Polycystic Ovary Syndrome Clinical Trial
Official title:
StructUred eduCation Programme to Improve Cardiovascular Risk in womEn With polycyStic Ovary Syndrome; SUCCESS Study
Polycystic Ovary syndrome (PCOS) is a common hormonal imbalance affecting about 12% of women
in the UK. The number of women with PCOS is rising. They suffer from a combination of
symptoms including excess hair, irregular/absent periods, and infertility. About 70% of women
with PCOS are obese or overweight, 10% develop type 2 diabetes (T2DM), and 30-40% have some
degrees of abnormality in controlling (metabolising) blood sugar. Studies have shown that if
women with PCOS make change to their lifestyle (diet and activity), they may reduce their
risk of getting diabetes and heart disease in the future. This study aims to develop and test
a programme that can be run in groups (structured education), to support women with PCOS make
the lifestyle changes needed to improve their PCOS and prevent future associated health
problems. Structured education programmes are suitable for use within the NHS and are already
recommended for individuals with T2DM, but have not been tested as a method of treatment for
PCOS which is a high risk condition for T2DM.

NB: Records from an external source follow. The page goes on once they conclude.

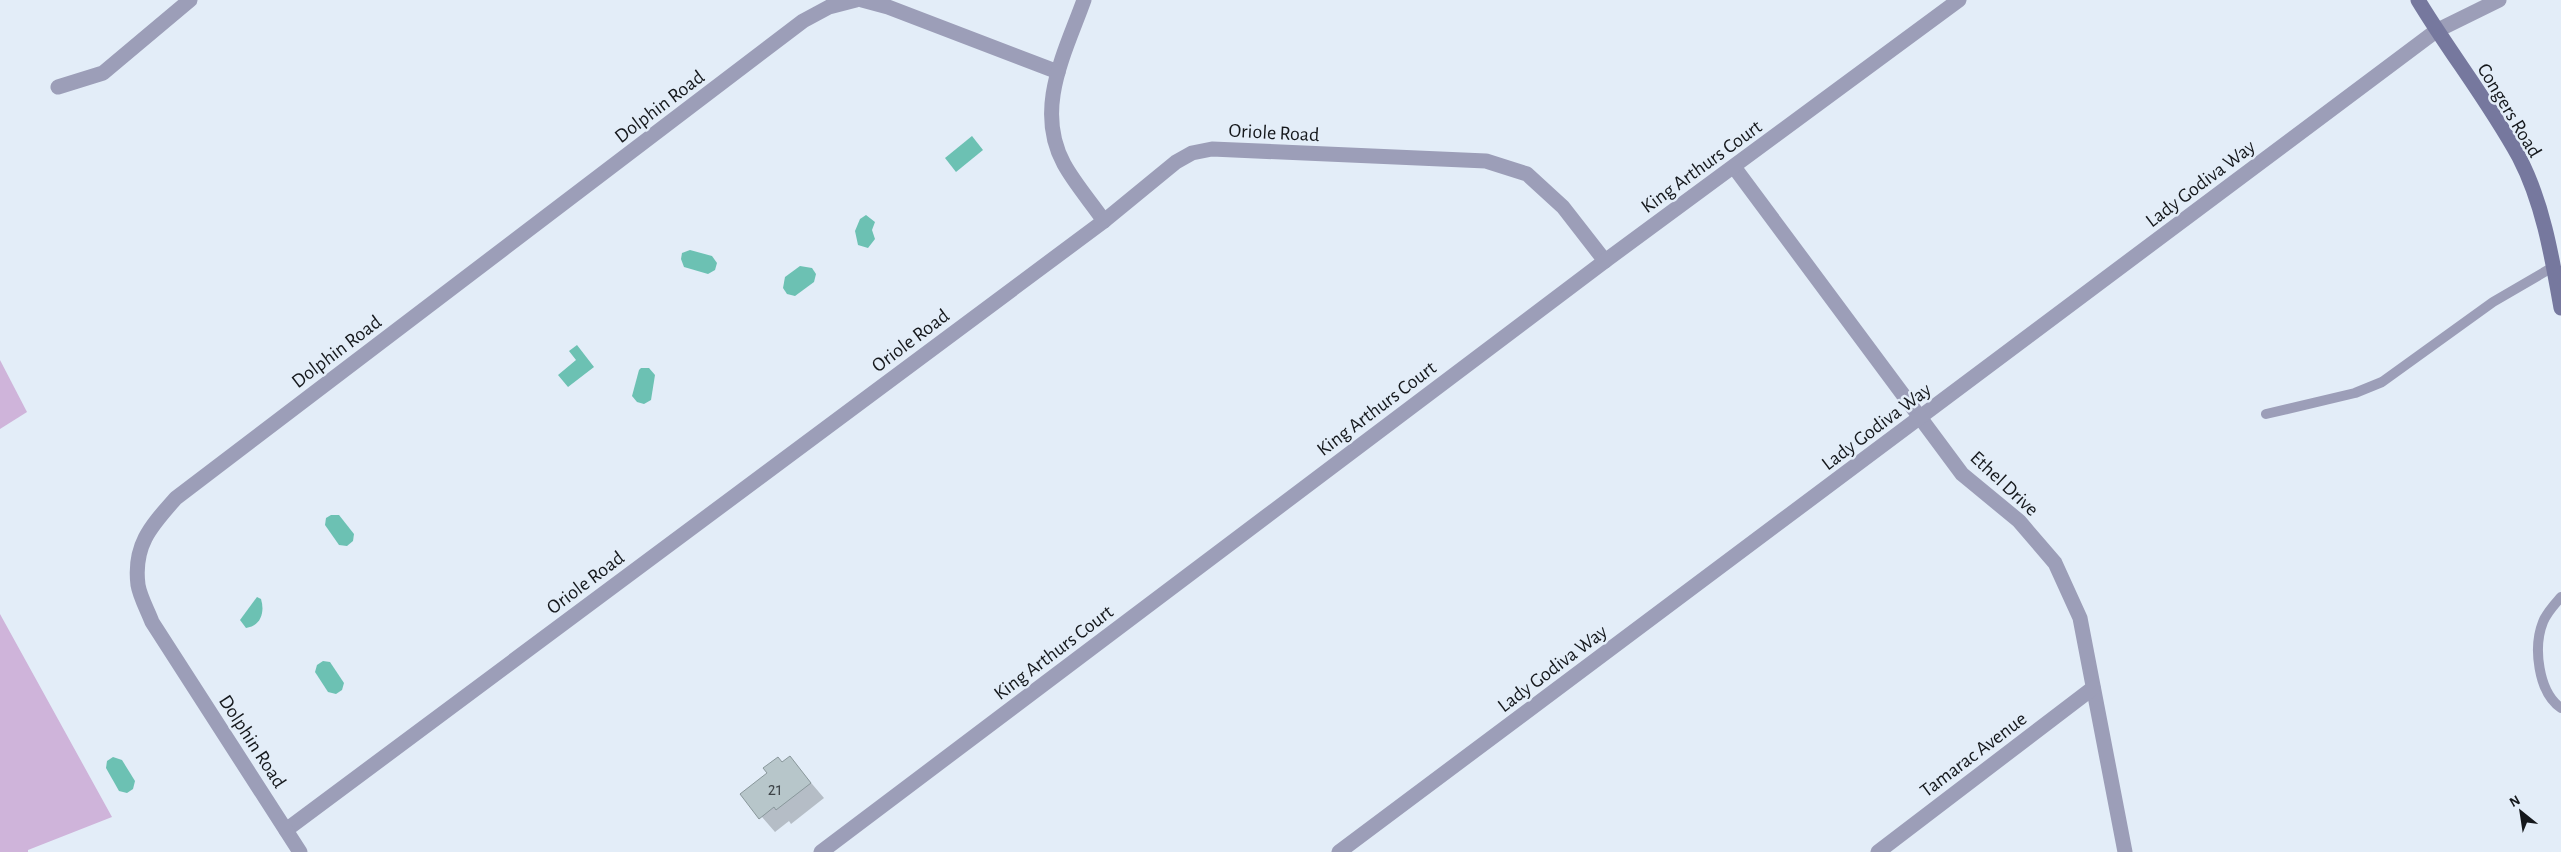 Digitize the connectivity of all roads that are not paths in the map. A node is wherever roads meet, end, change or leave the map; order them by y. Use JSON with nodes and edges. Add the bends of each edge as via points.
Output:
{"nodes":[{"id":1,"x":190,"y":0,"type":"edge"},
{"id":2,"x":856,"y":0,"type":"edge"},
{"id":3,"x":862,"y":0,"type":"edge"},
{"id":4,"x":1084,"y":0,"type":"edge"},
{"id":5,"x":1959,"y":0,"type":"edge"},
{"id":6,"x":2418,"y":0,"type":"edge"},
{"id":7,"x":2498,"y":0,"type":"edge"},
{"id":8,"x":2436,"y":30,"type":"junction"},
{"id":9,"x":1058,"y":72,"type":"junction"},
{"id":10,"x":58,"y":87,"type":"dead end"},
{"id":11,"x":1734,"y":167,"type":"junction"},
{"id":12,"x":1104,"y":221,"type":"junction"},
{"id":13,"x":1604,"y":261,"type":"junction"},
{"id":14,"x":2553,"y":267,"type":"junction"},
{"id":15,"x":2561,"y":308,"type":"edge"},
{"id":16,"x":2266,"y":414,"type":"dead end"},
{"id":17,"x":1920,"y":419,"type":"junction"},
{"id":18,"x":2561,"y":597,"type":"edge"},
{"id":19,"x":2093,"y":688,"type":"junction"},
{"id":20,"x":2561,"y":708,"type":"edge"},
{"id":21,"x":286,"y":830,"type":"junction"},
{"id":22,"x":300,"y":852,"type":"edge"},
{"id":23,"x":821,"y":852,"type":"edge"},
{"id":24,"x":1339,"y":852,"type":"edge"},
{"id":25,"x":1878,"y":852,"type":"edge"},
{"id":26,"x":2125,"y":852,"type":"edge"}],
"edges":[{"from":1,"to":10,"type":"street","via":[[103,72]]},
{"from":2,"to":21,"type":"street","name":"Dolphin Road","via":[[829,7],[803,22],[176,498],[154,523],[139,549],[138,586],[152,622]]},
{"from":3,"to":9,"type":"street"},
{"from":4,"to":9,"type":"street"},
{"from":5,"to":11,"type":"street","name":"King Arthurs Court"},
{"from":6,"to":8,"type":"street","name":"Congers Road"},
{"from":7,"to":8,"type":"street","name":"Lady Godiva Way"},
{"from":8,"to":14,"type":"street","name":"Congers Road","via":[[2486,100],[2520,159],[2542,215]]},
{"from":8,"to":17,"type":"street","name":"Lady Godiva Way"},
{"from":9,"to":12,"type":"street","via":[[1051,98],[1052,131],[1064,164]]},
{"from":11,"to":13,"type":"street","name":"King Arthurs Court"},
{"from":11,"to":17,"type":"street","name":"Ethel Drive"},
{"from":12,"to":13,"type":"street","name":"Oriole Road","via":[[1176,162],[1192,153],[1212,149],[1486,161],[1527,174],[1563,207]]},
{"from":12,"to":21,"type":"street","name":"Oriole Road"},
{"from":13,"to":23,"type":"street","name":"King Arthurs Court"},
{"from":14,"to":15,"type":"street","name":"Congers Road"},
{"from":14,"to":16,"type":"lane","via":[[2486,307],[2382,382],[2356,393]]},
{"from":17,"to":19,"type":"street","name":"Ethel Drive","via":[[1962,474],[2019,521],[2056,564],[2080,618]]},
{"from":17,"to":24,"type":"street","name":"Lady Godiva Way"},
{"from":18,"to":20,"type":"lane","via":[[2542,623],[2538,650],[2543,682],[2554,703]]},
{"from":19,"to":25,"type":"street","name":"Tamarac Avenue"},
{"from":19,"to":26,"type":"street","name":"Ethel Drive"},
{"from":21,"to":22,"type":"street","name":"Dolphin Road"}]}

The investigators aim to initially develop a specific education programme for women with PCOS
using their expertise in their disease and defining their needs. The next step is to test
this programme on 160 women with PCOS who will be selected from the investigators database or
clinics. They will be divided randomly to two groups to receive either this programme or
routine care.
The investigators will give them an accelerometer (a very small portable device). This will
measure their physical activity and counts their daily steps. The investigators aim is to
increase their step count by at least 2000 steps per day after one year.
The investigators believe that the group given the structured education will show some
evidence of improvement in their glucose metabolism, and consequently decreased chance of
developing diabetes.
Overview of project plan:
Development of the structured education course: Year 1 (Phases 1&2)
Phase 1:
The SUCCESS intervention (structured education programme to improve cardiovascular risk in
women with PCOS) will be developed and piloted in line with the Medical Research Council's
framework for complex interventions. This will involve recruiting participants for focus
groups and interviews to allow the research group to develop a detailed understanding of what
the requirements of the structured education course are.

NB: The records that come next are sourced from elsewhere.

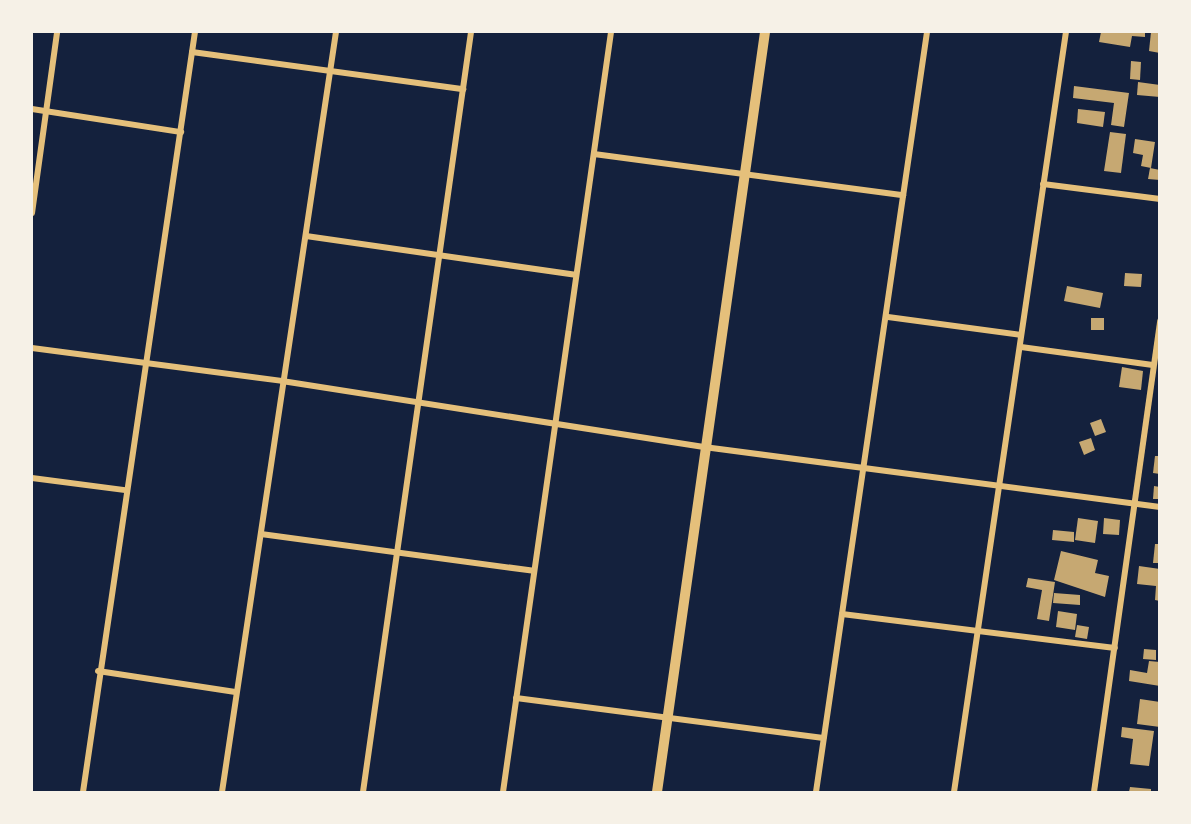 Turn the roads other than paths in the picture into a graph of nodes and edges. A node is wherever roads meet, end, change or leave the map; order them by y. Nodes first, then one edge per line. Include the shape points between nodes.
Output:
1 (57, 32) edge
2 (195, 32) edge
3 (336, 32) edge
4 (471, 32) edge
5 (611, 32) edge
6 (765, 32) edge
7 (927, 32) edge
8 (1066, 32) edge
9 (192, 51) junction
10 (330, 71) junction
11 (463, 89) junction
12 (32, 109) edge
13 (45, 111) junction
14 (181, 132) junction
15 (594, 154) junction
16 (744, 174) junction
17 (1043, 184) junction
18 (903, 195) junction
19 (1160, 199) edge
20 (32, 213) edge
21 (306, 236) junction
22 (438, 254) junction
23 (575, 275) junction
24 (888, 317) junction
25 (1160, 321) edge
26 (1021, 335) junction
27 (1021, 346) junction
28 (32, 348) edge
29 (146, 363) junction
30 (1153, 365) junction
31 (282, 381) junction
32 (417, 401) junction
33 (555, 424) junction
34 (704, 447) junction
35 (865, 467) junction
36 (32, 478) edge
37 (997, 486) junction
38 (125, 490) junction
39 (1135, 503) junction
40 (1160, 507) edge
41 (261, 534) junction
42 (396, 550) junction
43 (532, 571) junction
44 (842, 614) junction
45 (975, 633) junction
46 (1115, 648) junction
47 (98, 671) junction
48 (235, 692) junction
49 (516, 698) junction
50 (667, 717) junction
51 (823, 738) junction
52 (83, 792) edge
53 (222, 792) edge
54 (363, 792) edge
55 (503, 792) edge
56 (657, 792) edge
57 (816, 792) edge
58 (954, 792) edge
59 (1094, 792) edge

1 - 13 street
2 - 9 street
3 - 10 street
4 - 11 street
5 - 15 street
6 - 16 street
7 - 18 street
8 - 17 street
9 - 10 street
9 - 14 street
10 - 11 street
10 - 21 street
11 - 22 street
12 - 13 street
13 - 14 street
13 - 20 street
14 - 29 street
15 - 16 street
15 - 23 street
16 - 18 street
16 - 34 street
17 - 19 street
17 - 26 street
18 - 24 street
21 - 22 street
21 - 31 street
22 - 23 street
22 - 32 street
23 - 33 street
24 - 26 street
24 - 35 street
25 - 30 street
26 - 27 street
27 - 30 street
27 - 37 street
28 - 29 street
29 - 31 street
29 - 38 street
30 - 39 street
31 - 32 street
31 - 41 street
32 - 33 street
32 - 42 street
33 - 34 street
33 - 43 street
34 - 35 street
34 - 50 street
35 - 37 street
35 - 44 street
36 - 38 street
37 - 39 street
37 - 45 street
38 - 47 street
39 - 40 street
39 - 46 street
41 - 42 street
41 - 48 street
42 - 43 street
42 - 54 street
43 - 49 street
44 - 45 street
44 - 51 street
45 - 46 street
45 - 58 street
46 - 59 street
47 - 48 street
47 - 52 street
48 - 53 street
49 - 50 street
49 - 55 street
50 - 51 street
50 - 56 street
51 - 57 street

Inclusion criteria for patients in this phase is women with a clear diagnosis of PCOS based
on Rotterdam 2003 Criteria or National Institute of Health 1992 And 18< age <70 years
Participants will be recruited from a database of patients in our speciality clinic and also
primary care if needed and the interviews/ focus groups will be held in locations close to
the participant, or over the telephone.
Analysis of these sessions will provide invaluable data for the development of the structured
education course.
As part of this phase of the study we will perform a systematic review of the literature on
the previous lifestyle interventions in the PCOS.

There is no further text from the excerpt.